“Bitterly discouraged, he found himself in a strange place, discredited and almost broke. Still physically weak, and sober but a few months, he saw that his predicament was dangerous. He wanted so much to talk with someone, but whom?”
-Alcoholics Anonymous p. 154 (“A Vision for You”)
Yesterday I drove back from my Thanksgiving trip very early in the morning. So early, in fact, that I knew I could get on my favorite 7am meeting from the car. I am lucky that this meeting, which meets live three days a week at a club near my home, has a Zoom option. It is a hybrid meeting. Sometimes I get on Zoom if I am home sick from work. I go live to this meeting every possible day during all of my breaks. This meeting is my true home group. I have been able to be more honest in this group than anywhere else, aside from working with my sponsor and sponsees.

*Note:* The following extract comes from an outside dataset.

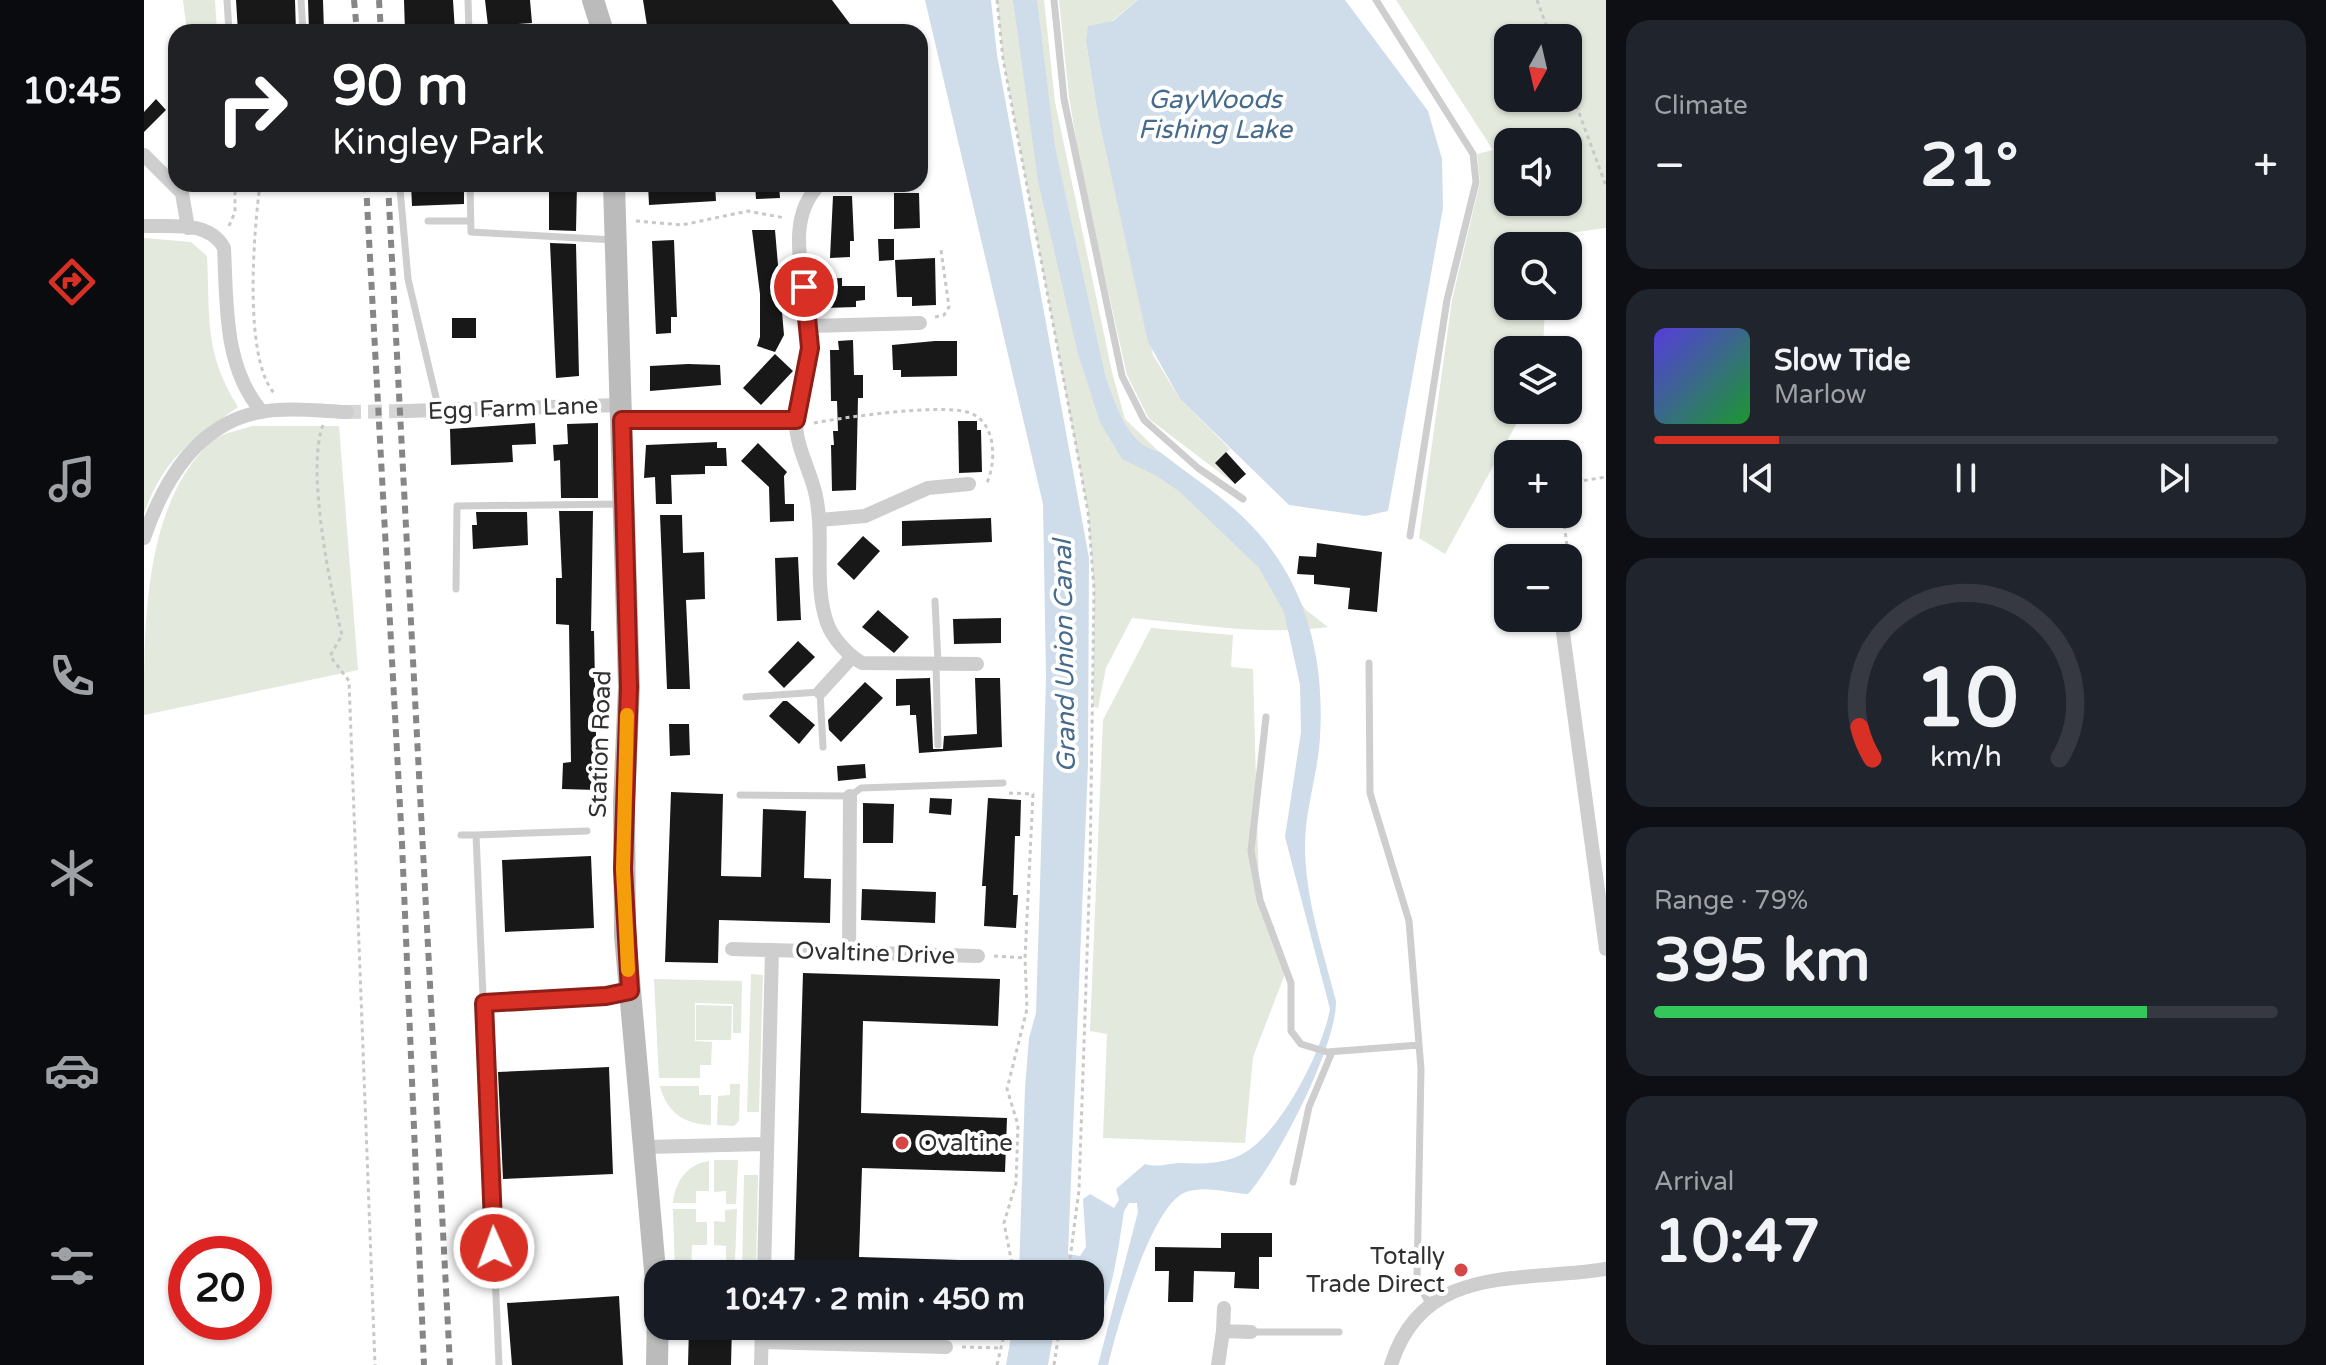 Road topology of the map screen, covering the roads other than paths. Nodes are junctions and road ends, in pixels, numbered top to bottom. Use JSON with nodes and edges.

I pulled into my suburb at just the time they were ending with the Lord’s Prayer. I drove to the club instead of to my house. I got to go in and say hello and get hugs. It was just what I needed after an emotionally draining trip. It was so great to see everyone!
As a recovering person, it is so important that I have people to talk to. To be with. To share this experience of life in sobriety with. I live alone, but I am not lonely. I choose not to be lonely. I have been attending 4-6 meetings a week since early October and it has been exactly what I needed. But I have found by scrolling through social media a whole lot of loneliness. It is palpable. People feel so isolated. That is why I decided to write on YANA today: Because YOU ARE NOT ALONE.
A good friend of mine does the posters for our Saturday night open speaker meeting. In October, when I was at my lowest, she had created a special poster with a ghost that said YANA. I had never before heard of this acronym, so I looked more closely. And then I got it: Yes! YANA! It was like God reminding me once again that I wasn’t really alone. I was here at the meeting with people who loved me. Fellowship with other recovering people is an important way to feel a part of instead of a part from. And if I take a chance to get to know others and allow them to get to know me, then I have created a bond that will be there whenever I show up—just as it did yesterday morning after my long drive.
This is such a great reminder about the importance of showing up. Showing up—and therefore not being alone—is a choice. We are not hapless victims of our circumstances. Circumstances are never hopeless. Sometimes we are hopeless, as I was reminded of in the Al-Anon reader Hope for Today this week, but our circumstances never are. I have the incredible ability to change my attitude from one of hopelessness to hopefulness—but it is going to take some footwork. First, I have to leave my house and go to a meeting. Yes. It is that simple. Get up. Get dressed. Get out the damn door.
Why do we resist doing this? It is more than just self-pity. It is more than just isolation. It is alcoholism. Alcoholism wants me back. Alcoholism wants me alone. Alcoholism wants me so full of fear that all I think about is my -ism: I, Self, Me. The book describes the jumping-off point so well:
“He will presently try the old game again, for he isn’t happy about his sobriety. He cannot picture his life without alcohol. Some day he will be unable to imagine life either with alcohol or without it. Then he will know loneliness such as few do. He will be at the jumping-off place. He will wish for the end” (Alcoholics Anonymous p. 152).
I don’t know about you, but I am powerless over alcohol, even in sobriety. That first drink will always call me back, especially when I am left by myself for too long. However, the fellowship of AA is just the beginning. I was alone a lot for the past couple of days, but I now have a resource to battle against the -ism that is my mind. That resource is God. Several pages later the book describes this Power:
“You are saying to yourself: ‘I’m jittery and alone. I couldn’t do that.’ You forget that you have just now tapped a source of power much greater than yourself” (Alcoholics Anonymous p. 163).
If I am still blocked from God, accessing His power may be more difficult, because I may not be willing to pray. Or I may be so blocked that I cannot possibly surrender and accept the help of a power greater than myself. This is why those early steps are so important. In Step Two I realize my way just doesn’t work, and honestly it hasn’t for years. In Step Three I make a decision—I surrender my old ideas to the new ideas of the AA program. In Step Four I clear away the wreckage by listing all resentments, fears, sex conduct, and harms. In Step Five I rid myself of isolation by sharing all of this garbage with someone else—and I get to know myself better in the process. Steps Two-Five are critical in these times of loneliness. These Steps enable me to change my attitude—from hopelessness to hope in God.
YANA is just the reminder that there is work to be done. And that work is done by being willing to show up for my own recovery.